A mediados del siglo XIX el Parterre se encontraba en un avanzado estado de deterioro. Francisco Viet, jardinero mayor de los jardines del Campo del Moro, dirigió la reforma. El trazado fundamental no cambiaría, se construyó en la cabecera de un muro de contención de ladrillo rematado con un antepecho de hierro, formándose un mirador. En este muro se colocaron varias fuentes, una central de ladrillo y piedra de Colmenar y dos laterales de alabastro. Los cuadros de plantación se decoraron con setos recortados y flores en su interior.

El parterre fue remodelado nuevamente tras la guerra civil. Bajo la dirección de Herrero Palacios se introdujeron cambios aunque manteniendo su regularidad con parterres finos y setos bajos de boj, césped en su interior y algunos laureles y aligustres recortados.

En 1922 se colocó a la entrada de parterre, frente al Casón, la Puerta de Mariana de Neoburgo, llamada en la actualidad del Ángel o de Felipe IV. Esta puerta fue erigida en 1690 con motivo de la entrada en la corte de la futura esposa de Carlos II estando emplazada entre el Monasterio de los Jerónimos y el Museo del Prado hasta el momento de su traslado.

El predominio de la horizontalidad que presenta el jardín se rompe con varios hitos verticales; la escultura al dramaturgo D. Jacinto Benavente que sustituye al monumento a Daoíz y Velarde, actualmente emplazado en la plaza del Dos de Mayo; la estatua de D. Jacinto Benavente (padre) y el busto en memoria del Doctor Pulido. Los árboles refuerzan la verticalidad de estos hitos. Entre los árboles el más valioso es el Ciprés Calvo taxodium mucronatum que se alzaba ya en este real Sitio en el siglo XVII.

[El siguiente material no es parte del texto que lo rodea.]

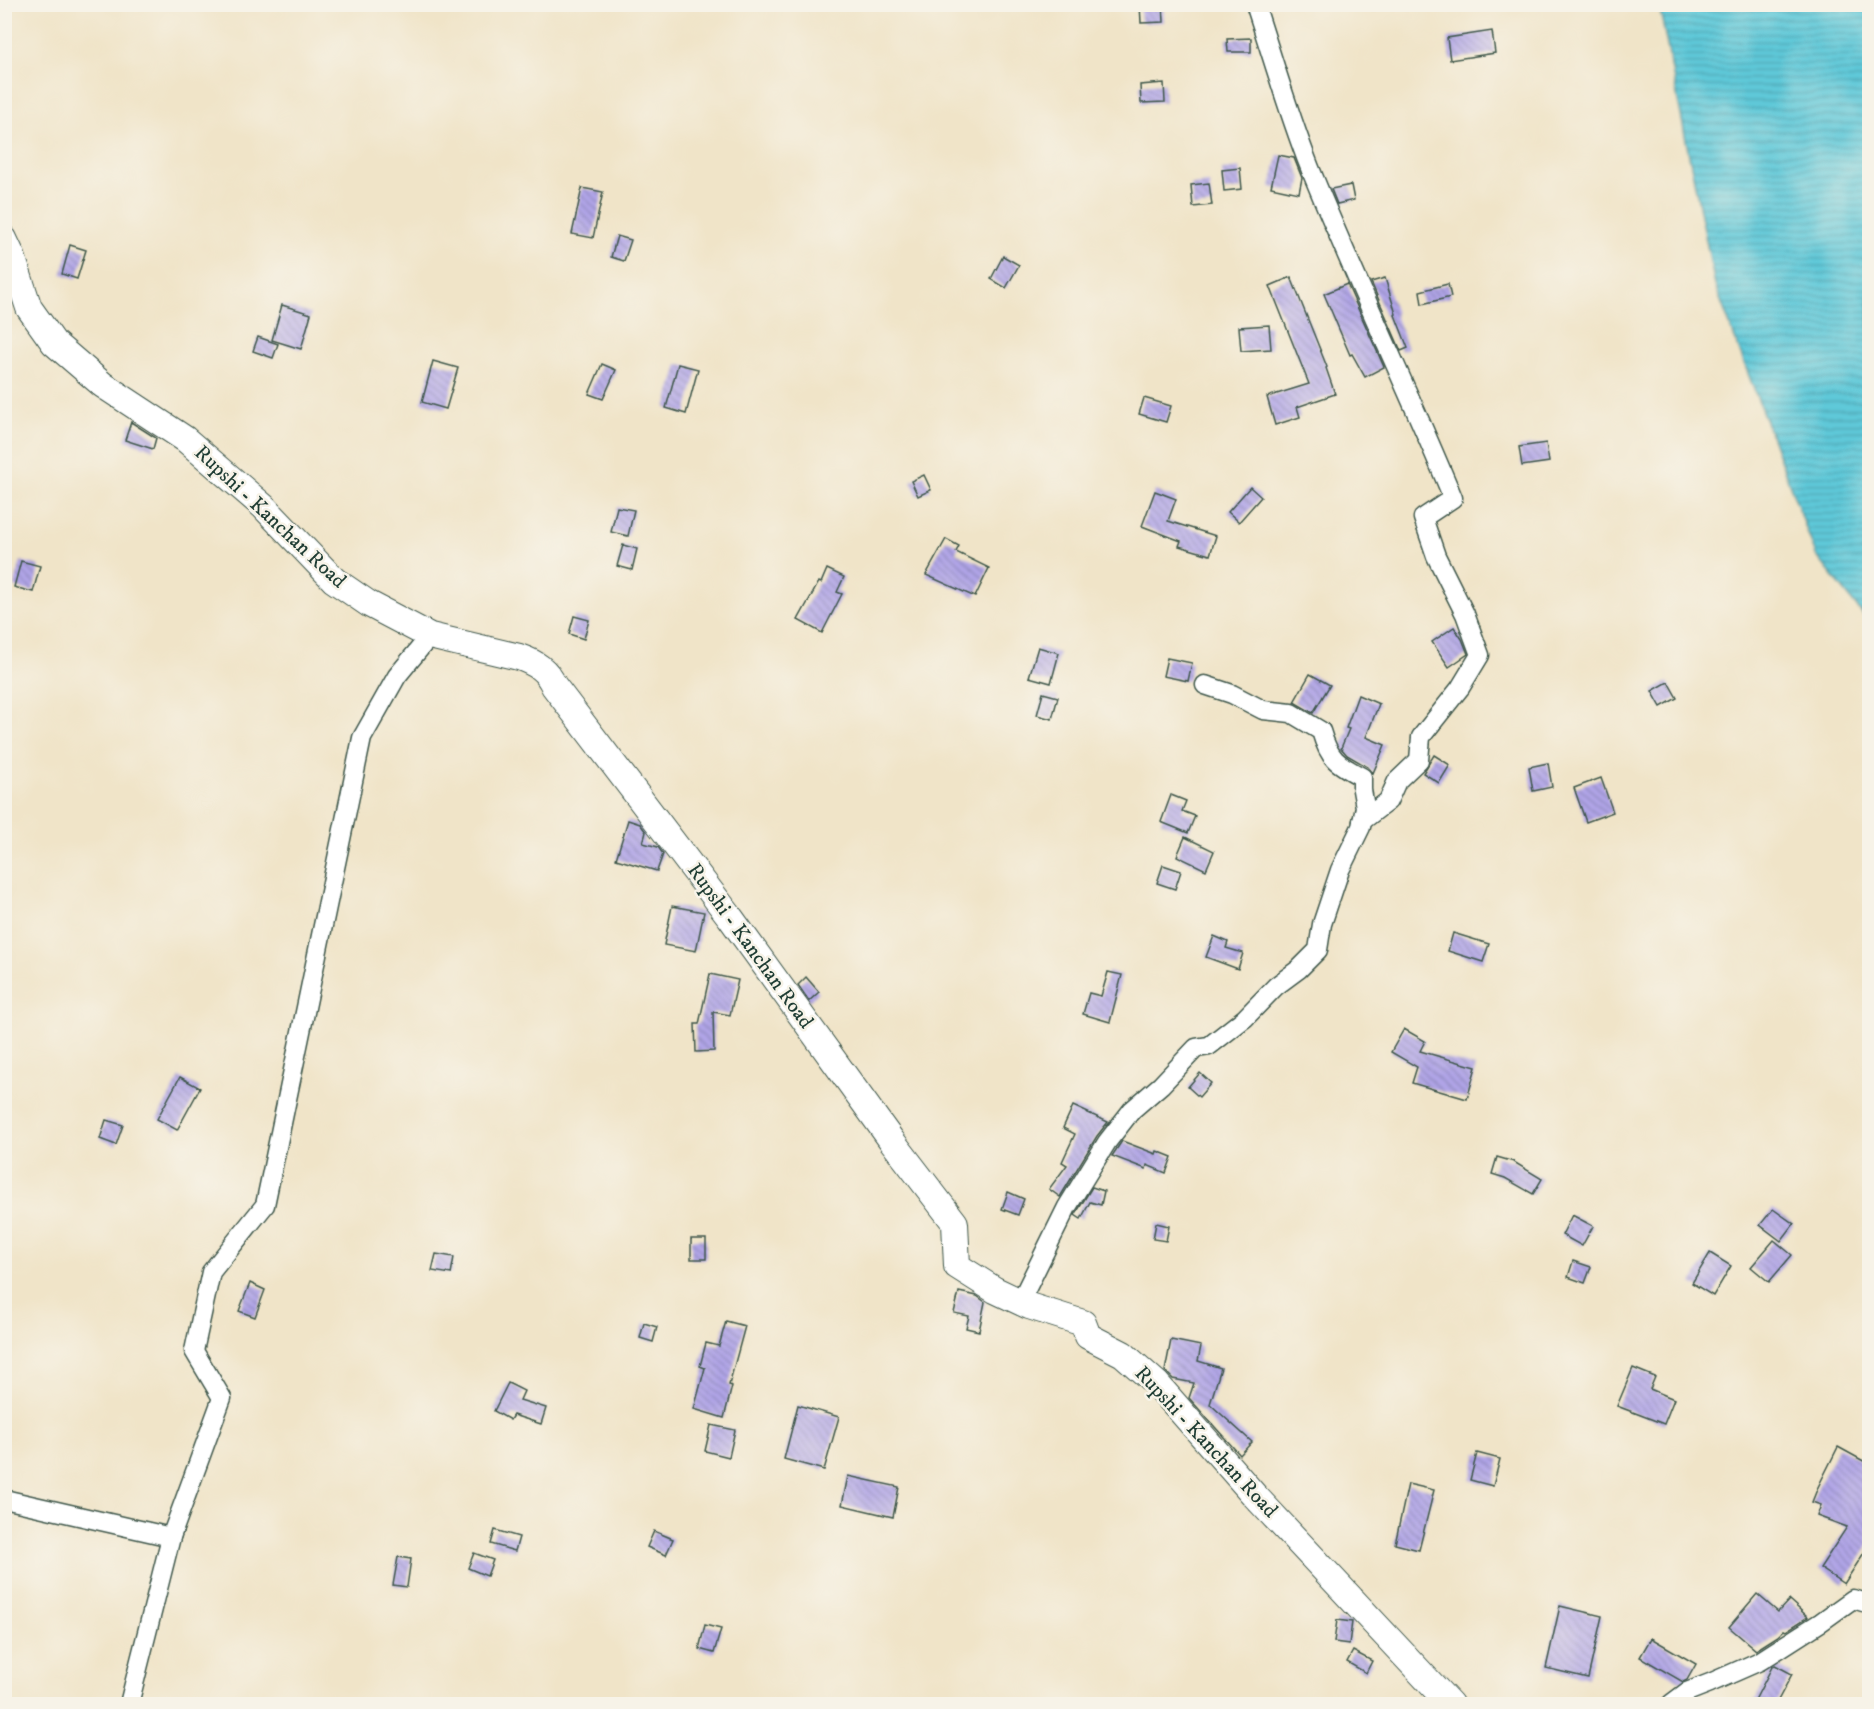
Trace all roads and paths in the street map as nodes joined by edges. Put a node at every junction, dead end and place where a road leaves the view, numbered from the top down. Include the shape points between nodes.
1 (1255, 4) edge
2 (4, 239) edge
3 (430, 636) junction
4 (1205, 685) dead end
5 (1362, 821) junction
6 (1020, 1302) junction
7 (4, 1499) edge
8 (171, 1537) junction
9 (1869, 1604) edge
10 (129, 1704) edge
11 (1450, 1704) edge
12 (1671, 1704) edge

1 - 5 street via 1309,166 1453,498 1423,518 1480,655 1460,688 1421,737 1419,760 1397,781 1388,801
2 - 3 street, Rupshi - Kanchan Road via 29,308 54,343 103,385 185,439 264,507 334,580 369,604
3 - 6 street, Rupshi - Kanchan Road via 519,657 549,674 554,686 955,1223 957,1266
3 - 8 street via 397,676 363,738 266,1205 211,1272 194,1351 222,1398
4 - 5 street via 1263,710 1292,713 1321,731 1326,749 1341,766 1362,777
5 - 6 street via 1340,870 1322,924 1318,950 1236,1025 1209,1046 1196,1048 1132,1110 1067,1207
6 - 11 street, Rupshi - Kanchan Road via 1083,1323 1088,1336 1123,1354 1157,1384 1255,1496
7 - 8 street
8 - 10 street
9 - 12 street via 1853,1599 1760,1661 1687,1692

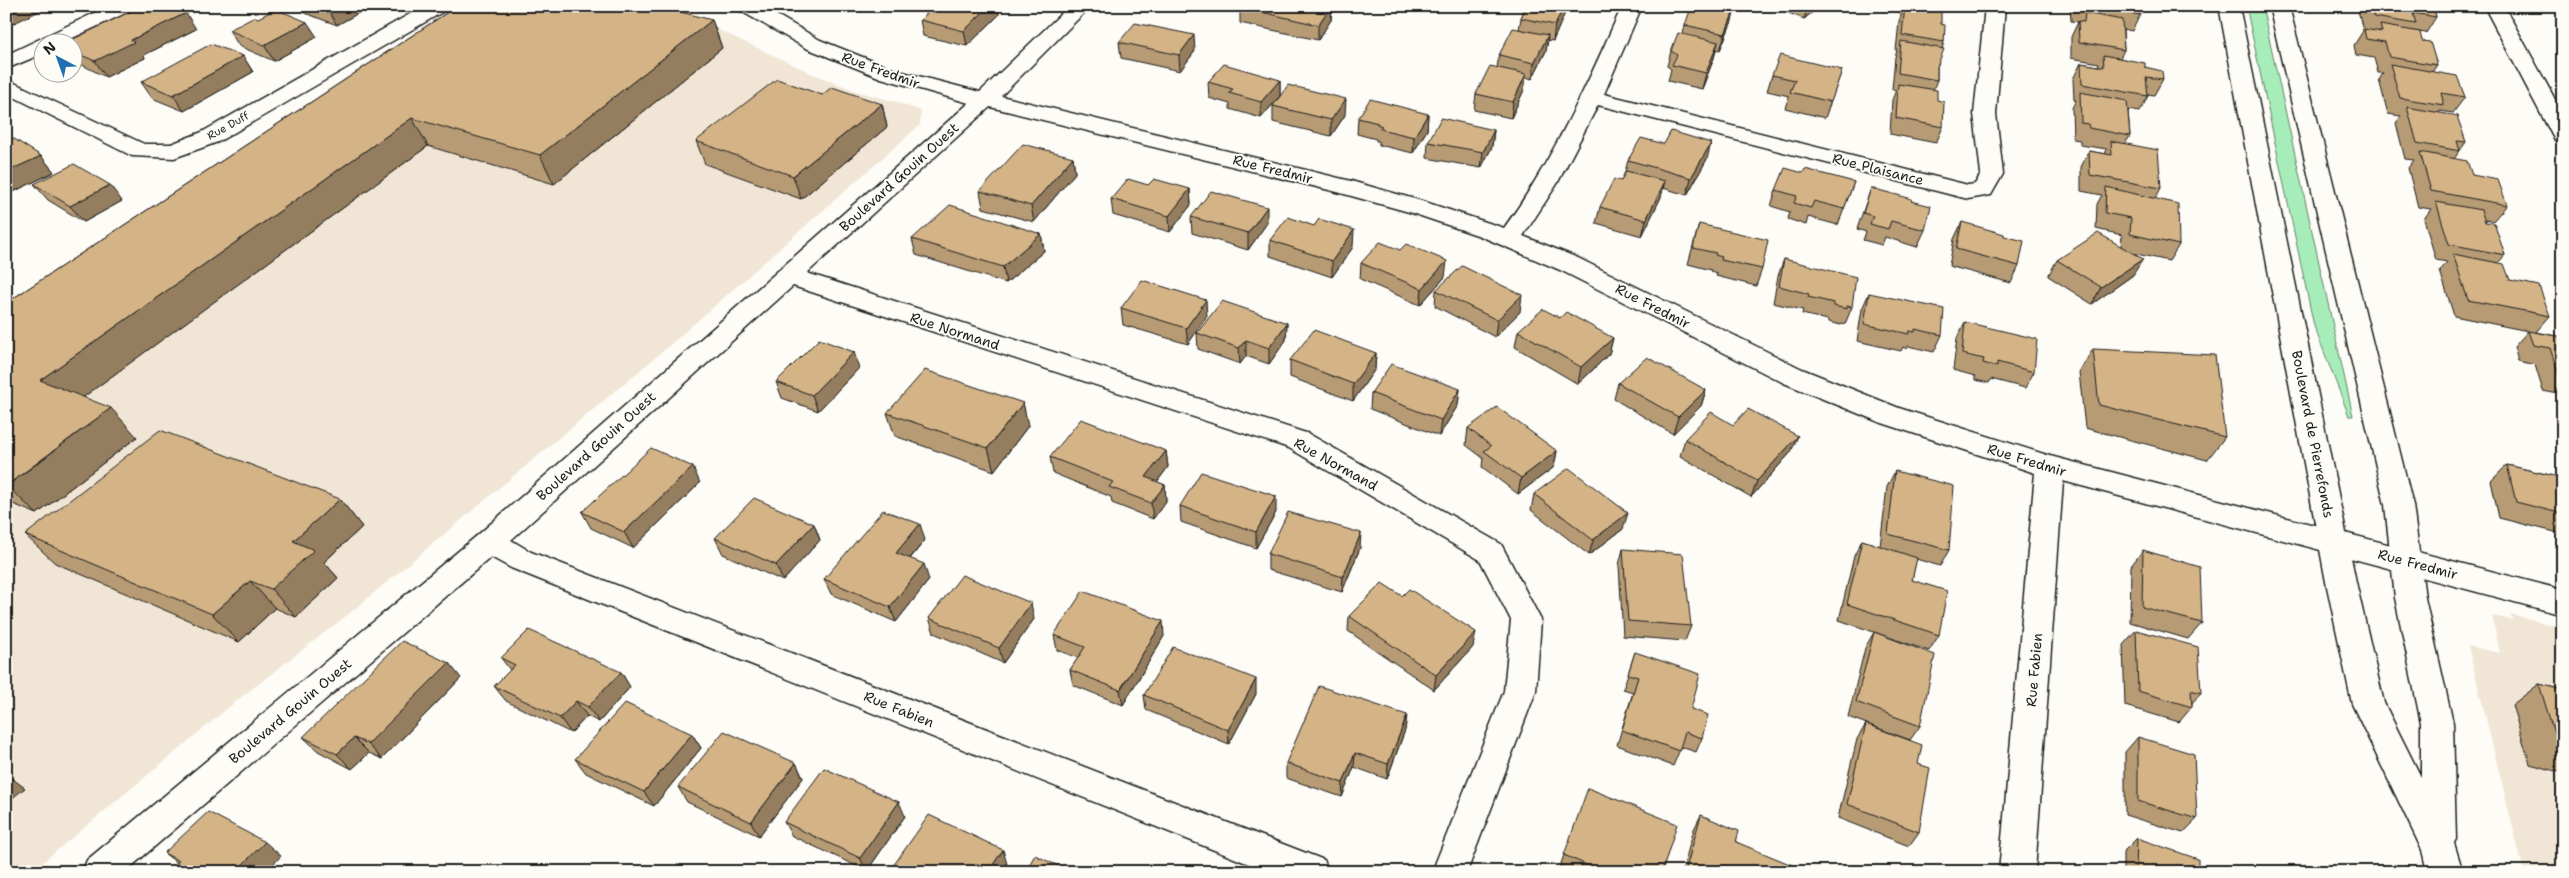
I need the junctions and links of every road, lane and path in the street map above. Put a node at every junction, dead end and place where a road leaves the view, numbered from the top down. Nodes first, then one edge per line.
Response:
1 (125, 6) edge
2 (439, 6) edge
3 (746, 6) edge
4 (1082, 6) edge
5 (1632, 6) edge
6 (1995, 6) edge
7 (2229, 6) edge
8 (2279, 6) edge
9 (2494, 6) edge
10 (70, 32) edge
11 (32, 51) edge
12 (6, 63) edge
13 (6, 85) edge
14 (1592, 97) junction
15 (986, 100) junction
16 (2563, 135) edge
17 (1509, 238) junction
18 (788, 276) junction
19 (2050, 467) junction
20 (2334, 541) junction
21 (488, 542) junction
22 (2404, 560) junction
23 (2563, 603) edge
24 (2442, 860) edge
25 (99, 872) edge
26 (1312, 872) edge
27 (1449, 872) edge
28 (2018, 872) edge

1 - 10 street
2 - 13 street, Rue Duff
3 - 15 street, Rue Fredmir
4 - 15 street, Boulevard Gouin Ouest
5 - 14 street
6 - 14 street, Rue Plaisance
7 - 20 street, Boulevard de Pierrefonds
8 - 22 street, Boulevard de Pierrefonds
9 - 16 street
11 - 12 street
14 - 17 street
15 - 17 street, Rue Fredmir
15 - 18 street, Boulevard Gouin Ouest
17 - 19 street, Rue Fredmir
18 - 21 street, Boulevard Gouin Ouest
18 - 27 street, Rue Normand
19 - 20 street, Rue Fredmir
19 - 28 street, Rue Fabien
20 - 22 street, Rue Fredmir
20 - 24 street, Boulevard de Pierrefonds
21 - 25 street, Boulevard Gouin Ouest
21 - 26 street, Rue Fabien
22 - 23 street, Rue Fredmir
22 - 24 street, Boulevard de Pierrefonds

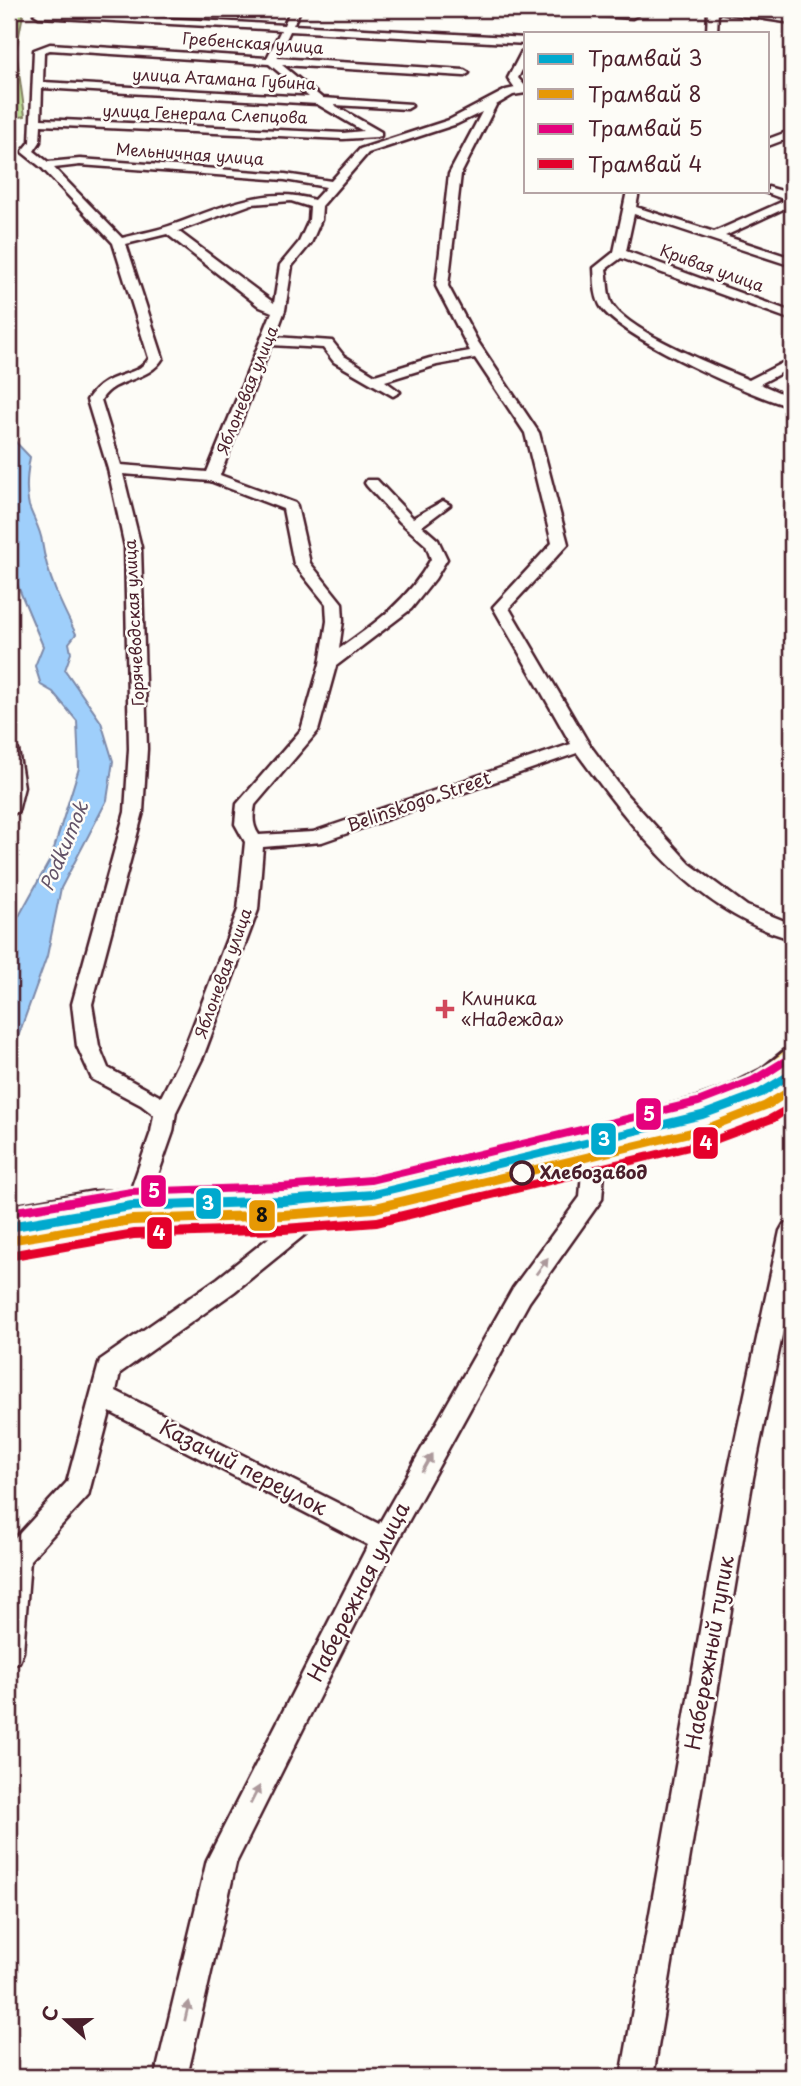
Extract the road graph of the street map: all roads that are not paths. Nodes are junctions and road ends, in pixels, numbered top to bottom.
1 (296, 9) edge
2 (534, 9) edge
3 (715, 9) edge
4 (39, 14) dead end
5 (632, 15) dead end
6 (792, 19) edge
7 (536, 22) dead end
8 (286, 27) junction
9 (712, 32) edge
10 (508, 41) junction
11 (524, 41) edge
12 (524, 47) edge
13 (39, 50) joint
14 (524, 57) edge
15 (271, 60) junction
16 (464, 73) dead end
17 (39, 85) junction
18 (524, 90) edge
19 (318, 100) junction
20 (492, 103) junction
21 (407, 106) dead end
22 (37, 122) junction
23 (372, 133) junction
24 (792, 133) edge
25 (398, 139) junction
26 (770, 140) edge
27 (792, 146) edge
28 (46, 166) junction
29 (332, 185) junction
30 (770, 191) edge
31 (633, 192) edge
32 (292, 197) junction
33 (792, 200) edge
34 (316, 205) junction
35 (628, 208) junction
36 (169, 230) junction
37 (715, 237) junction
38 (119, 242) junction
39 (620, 253) junction
40 (792, 262) edge
41 (279, 310) junction
42 (792, 316) edge
43 (267, 341) junction
44 (479, 353) junction
45 (792, 362) edge
46 (375, 380) junction
47 (751, 384) junction
48 (393, 391) dead end
49 (792, 403) edge
50 (115, 469) junction
51 (212, 477) junction
52 (372, 483) dead end
53 (443, 505) dead end
54 (414, 526) junction
55 (328, 664) junction
56 (580, 746) junction
57 (9, 750) edge
58 (9, 811) edge
59 (254, 841) junction
60 (792, 932) edge
61 (792, 1059) edge
62 (165, 1112) junction
63 (596, 1133) junction
64 (337, 1196) junction
65 (134, 1210) junction
66 (92, 1214) junction
67 (9, 1218) edge
68 (792, 1231) edge
69 (9, 1240) edge
70 (102, 1396) junction
71 (384, 1540) junction
72 (9, 1652) edge
73 (171, 2077) edge
74 (637, 2077) edge

1 - 8 street
2 - 5 street
2 - 7 street
3 - 6 street
3 - 9 street
4 - 8 street
8 - 10 street
8 - 15 street
10 - 11 street
10 - 12 street
13 - 15 street, Гребенская улица
13 - 17 street, Горячеводская улица
14 - 18 street
15 - 16 street, Гребенская улица
15 - 19 street
17 - 19 street, улица Атамана Губина
17 - 22 street, Горячеводская улица
18 - 20 street, Яблоневая улица
19 - 21 street, улица Атамана Губина
19 - 23 street
20 - 25 street, Яблоневая улица
20 - 44 street
22 - 23 street, улица Генерала Слепцова
22 - 28 street, Горячеводская улица
23 - 25 street
24 - 26 street
25 - 29 street, Яблоневая улица
26 - 27 street
28 - 29 street, Мельничная улица
28 - 38 street, Горячеводская улица
29 - 32 street
29 - 34 street, Яблоневая улица
30 - 33 street
31 - 35 street
32 - 34 street
32 - 36 street
33 - 37 street
34 - 41 street, Яблоневая улица
35 - 37 street
35 - 39 street
36 - 38 street
36 - 41 street
37 - 40 street
38 - 50 street, Горячеводская улица
39 - 42 street, Кривая улица
39 - 47 street
41 - 43 street, Яблоневая улица
43 - 46 street
43 - 51 street, Яблоневая улица
44 - 46 street
44 - 56 street
45 - 47 street
46 - 48 street
47 - 49 street
50 - 51 street
50 - 62 street, Горячеводская улица
51 - 55 street, Яблоневая улица
52 - 54 street
53 - 54 street
54 - 55 street
55 - 59 street, Яблоневая улица
56 - 59 street, Belinskogo Street
56 - 60 street
57 - 58 street
59 - 62 street, Яблоневая улица
61 - 63 main road
62 - 65 street, Яблоневая улица
63 - 64 main road
71 -> 63 street, Набережная улица
64 - 65 main road
64 - 70 street
65 - 66 main road
66 - 67 main road
66 - 69 main road
68 - 74 street, Набережный тупик
70 - 71 street, Казачий переулок
70 - 72 street
73 -> 71 street, Набережная улица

A lo largo de su historia el Parterre ha sido escenario de acontecimientos diversos. El día 12 de agosto de 1792 el capitán Vicente Lunardi a bordo de un globo aerostático se elevó sobre el cielo de Madrid desde el Parterre. La hazaña del capitán levantó gran expectación entre los madrileños, quedando perpetuado en numerosos grabados de la época.